# Battery not charging.



## 05 BRUTE 29.5s (Nov 3, 2012)

I have a 05 brute that I just got. Rode it around for two days, then the battery started to die, then would not crank. Charged it over night, put battery back in and the same thing happened again. What could be some of the root causes of this and how to fix. Thanks!!!


----------



## Polaris425 (Dec 16, 2004)

Need a new battery.


----------



## 05 BRUTE 29.5s (Nov 3, 2012)

*Sorry did not see the other thread!*

The battery that is in it is new.
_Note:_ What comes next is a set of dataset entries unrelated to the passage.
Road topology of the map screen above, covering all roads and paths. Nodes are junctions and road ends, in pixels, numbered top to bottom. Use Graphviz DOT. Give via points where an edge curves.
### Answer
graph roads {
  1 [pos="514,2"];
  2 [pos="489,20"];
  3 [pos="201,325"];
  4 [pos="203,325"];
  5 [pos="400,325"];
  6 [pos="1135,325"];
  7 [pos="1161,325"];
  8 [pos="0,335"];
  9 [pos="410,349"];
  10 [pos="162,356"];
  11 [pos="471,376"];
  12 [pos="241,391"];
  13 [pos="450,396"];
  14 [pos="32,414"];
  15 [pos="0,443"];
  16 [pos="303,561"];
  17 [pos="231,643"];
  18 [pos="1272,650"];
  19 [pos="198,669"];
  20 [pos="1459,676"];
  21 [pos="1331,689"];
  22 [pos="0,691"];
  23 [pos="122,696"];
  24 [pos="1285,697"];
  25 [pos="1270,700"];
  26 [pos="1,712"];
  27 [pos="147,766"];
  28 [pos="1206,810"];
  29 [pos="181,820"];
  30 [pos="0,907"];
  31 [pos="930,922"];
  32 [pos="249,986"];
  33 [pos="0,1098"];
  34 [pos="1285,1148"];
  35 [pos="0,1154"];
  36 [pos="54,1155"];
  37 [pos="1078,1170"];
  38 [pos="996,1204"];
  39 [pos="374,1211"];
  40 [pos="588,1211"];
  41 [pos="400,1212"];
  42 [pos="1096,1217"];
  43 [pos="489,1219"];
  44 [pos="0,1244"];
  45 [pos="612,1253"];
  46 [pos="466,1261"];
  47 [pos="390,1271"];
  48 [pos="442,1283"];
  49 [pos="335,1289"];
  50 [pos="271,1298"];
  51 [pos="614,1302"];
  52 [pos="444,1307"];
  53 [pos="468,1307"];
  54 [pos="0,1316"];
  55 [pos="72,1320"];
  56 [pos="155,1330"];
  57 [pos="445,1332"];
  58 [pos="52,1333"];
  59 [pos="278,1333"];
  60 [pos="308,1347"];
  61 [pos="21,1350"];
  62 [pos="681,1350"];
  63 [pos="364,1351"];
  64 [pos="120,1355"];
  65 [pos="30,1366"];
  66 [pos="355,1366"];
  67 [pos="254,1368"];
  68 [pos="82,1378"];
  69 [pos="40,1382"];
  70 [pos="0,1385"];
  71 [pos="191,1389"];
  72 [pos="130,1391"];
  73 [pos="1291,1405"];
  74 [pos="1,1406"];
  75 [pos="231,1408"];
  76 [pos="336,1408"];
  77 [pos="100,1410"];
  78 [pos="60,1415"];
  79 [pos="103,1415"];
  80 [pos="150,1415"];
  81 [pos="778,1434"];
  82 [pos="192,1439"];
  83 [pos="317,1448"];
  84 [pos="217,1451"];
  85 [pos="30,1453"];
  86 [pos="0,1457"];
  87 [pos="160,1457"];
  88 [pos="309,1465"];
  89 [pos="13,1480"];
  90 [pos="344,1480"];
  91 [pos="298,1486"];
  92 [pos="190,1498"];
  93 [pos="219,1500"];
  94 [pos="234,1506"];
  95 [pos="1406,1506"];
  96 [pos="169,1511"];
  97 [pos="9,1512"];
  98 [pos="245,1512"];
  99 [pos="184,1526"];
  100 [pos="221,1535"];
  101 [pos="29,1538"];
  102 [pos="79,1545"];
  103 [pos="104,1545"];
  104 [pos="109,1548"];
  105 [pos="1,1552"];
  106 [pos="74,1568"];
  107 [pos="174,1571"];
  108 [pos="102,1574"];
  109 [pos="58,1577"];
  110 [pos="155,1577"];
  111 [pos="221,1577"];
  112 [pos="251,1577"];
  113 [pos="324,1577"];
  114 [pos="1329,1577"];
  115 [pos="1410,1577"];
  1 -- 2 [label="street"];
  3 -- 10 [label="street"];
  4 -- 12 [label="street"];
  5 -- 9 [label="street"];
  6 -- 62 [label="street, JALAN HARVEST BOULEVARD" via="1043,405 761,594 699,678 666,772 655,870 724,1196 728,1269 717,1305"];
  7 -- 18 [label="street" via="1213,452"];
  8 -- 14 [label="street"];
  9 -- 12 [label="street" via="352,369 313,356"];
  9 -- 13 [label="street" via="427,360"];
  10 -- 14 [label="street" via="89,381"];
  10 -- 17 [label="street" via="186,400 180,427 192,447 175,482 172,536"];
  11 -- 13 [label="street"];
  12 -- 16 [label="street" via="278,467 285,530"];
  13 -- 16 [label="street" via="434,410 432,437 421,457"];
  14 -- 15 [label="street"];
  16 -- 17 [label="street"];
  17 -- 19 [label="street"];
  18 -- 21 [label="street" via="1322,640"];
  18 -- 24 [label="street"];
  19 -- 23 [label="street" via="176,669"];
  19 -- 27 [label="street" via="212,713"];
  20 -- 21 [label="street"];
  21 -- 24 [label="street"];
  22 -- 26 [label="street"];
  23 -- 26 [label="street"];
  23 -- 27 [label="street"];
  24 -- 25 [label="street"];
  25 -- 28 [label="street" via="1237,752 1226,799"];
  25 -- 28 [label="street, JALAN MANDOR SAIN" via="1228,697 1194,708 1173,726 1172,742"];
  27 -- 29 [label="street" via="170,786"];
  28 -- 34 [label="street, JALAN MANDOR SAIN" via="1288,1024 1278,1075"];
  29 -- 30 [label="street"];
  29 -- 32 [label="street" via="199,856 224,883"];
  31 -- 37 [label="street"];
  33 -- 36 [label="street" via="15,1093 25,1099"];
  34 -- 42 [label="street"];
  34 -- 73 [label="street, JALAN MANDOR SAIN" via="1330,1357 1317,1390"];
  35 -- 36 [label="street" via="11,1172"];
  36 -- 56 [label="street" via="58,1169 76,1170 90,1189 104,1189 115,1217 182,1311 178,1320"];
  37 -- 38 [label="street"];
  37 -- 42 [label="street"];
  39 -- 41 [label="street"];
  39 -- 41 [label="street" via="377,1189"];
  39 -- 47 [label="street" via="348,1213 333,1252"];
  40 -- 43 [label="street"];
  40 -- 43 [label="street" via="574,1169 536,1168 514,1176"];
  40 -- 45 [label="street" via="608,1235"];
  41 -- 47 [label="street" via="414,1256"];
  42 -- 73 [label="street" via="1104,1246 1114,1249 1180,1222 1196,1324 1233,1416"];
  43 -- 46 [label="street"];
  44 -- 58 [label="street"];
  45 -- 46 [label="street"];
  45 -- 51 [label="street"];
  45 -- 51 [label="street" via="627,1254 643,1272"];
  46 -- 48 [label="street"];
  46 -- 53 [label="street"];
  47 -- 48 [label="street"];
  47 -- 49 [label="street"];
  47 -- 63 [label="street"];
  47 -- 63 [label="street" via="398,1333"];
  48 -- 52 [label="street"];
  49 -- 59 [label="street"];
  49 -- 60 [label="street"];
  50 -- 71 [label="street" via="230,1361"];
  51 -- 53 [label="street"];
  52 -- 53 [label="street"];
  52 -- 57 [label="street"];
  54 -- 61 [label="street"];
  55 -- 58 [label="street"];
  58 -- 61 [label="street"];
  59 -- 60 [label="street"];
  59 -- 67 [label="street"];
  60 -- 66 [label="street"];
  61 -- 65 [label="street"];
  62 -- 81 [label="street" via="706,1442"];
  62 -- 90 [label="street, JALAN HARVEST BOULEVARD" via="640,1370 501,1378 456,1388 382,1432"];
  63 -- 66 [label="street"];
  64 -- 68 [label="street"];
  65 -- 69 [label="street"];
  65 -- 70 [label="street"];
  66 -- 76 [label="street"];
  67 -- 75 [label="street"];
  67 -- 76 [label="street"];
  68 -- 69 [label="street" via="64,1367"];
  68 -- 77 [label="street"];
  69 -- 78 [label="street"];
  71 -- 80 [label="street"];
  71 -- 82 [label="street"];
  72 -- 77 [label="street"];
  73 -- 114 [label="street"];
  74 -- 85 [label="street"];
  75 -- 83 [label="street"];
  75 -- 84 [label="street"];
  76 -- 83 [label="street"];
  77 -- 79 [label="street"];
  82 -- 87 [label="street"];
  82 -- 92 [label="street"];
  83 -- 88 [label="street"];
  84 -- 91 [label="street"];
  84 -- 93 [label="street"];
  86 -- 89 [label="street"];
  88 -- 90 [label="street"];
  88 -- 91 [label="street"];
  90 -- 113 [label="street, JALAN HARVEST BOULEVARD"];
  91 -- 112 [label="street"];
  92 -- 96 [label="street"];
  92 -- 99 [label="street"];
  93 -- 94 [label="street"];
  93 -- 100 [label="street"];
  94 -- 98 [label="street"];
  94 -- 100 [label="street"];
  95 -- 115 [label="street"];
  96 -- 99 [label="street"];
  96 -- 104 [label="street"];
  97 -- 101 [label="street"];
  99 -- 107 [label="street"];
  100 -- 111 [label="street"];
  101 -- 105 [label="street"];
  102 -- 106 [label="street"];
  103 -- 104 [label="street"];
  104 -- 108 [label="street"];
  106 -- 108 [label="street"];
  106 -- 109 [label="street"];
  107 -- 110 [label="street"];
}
I tested the battery it is good.


----------



## jakedogg (Aug 14, 2009)

Could be 3 things: rectifier, stator, or buss connector.


----------



## Dillon_86 (Oct 26, 2012)

Had same problem,more than likely its your charge rectifier/regulator.Its the little finned box on the back of the fourwheeler bolted to the frame.If i had to bet thats it cause mine did the same thing got a new battery and all.A new regulator on ebay isnt that much.


----------



## 05 BRUTE 29.5s (Nov 3, 2012)

The guy that I got it from said that he had replaced the regulator. I am not sure if the buss connector has been done.


----------



## Dillon_86 (Oct 26, 2012)

Thats possible check it for corrosion or if its melted and you just cut the connector out and connect all the wires back together.


----------



## 05 BRUTE 29.5s (Nov 3, 2012)

IGHT thanks Will do. This is the first brute I have had and worked.


----------



## Dillon_86 (Oct 26, 2012)

No prob i think there is some pics on that in yhe how to's.


----------



## 08GreenBrute (Jul 13, 2009)

Its an 05? If so look up the buss connector it will cause it to not charge the batt very common on 05. Its a must do fix even if not the problem now it will be.


----------



## DeanWien (Oct 23, 2012)

how common is it that a stator can fail ? ive bought a brand new battery and swapped out the rectifier with a spare and even tested it and it still wont charge. ive recently pulled my stator to check it out and it looks fine . but is there anything i should check ? or how to bench test ?

p.s its an 07


----------



## monkeybonezz (Jan 27, 2011)

Can u put a millimeter on the battery leads and trace it back? Anyone know the outputs from each?

Sent from my Galaxy S3


----------



## eagleeye76 (May 7, 2010)

Lookin over the brute today and looked up what this thing was on the back end. Regulator / Rectifier. Why is it called both names? Does it work similar to the altinator in a truck?


----------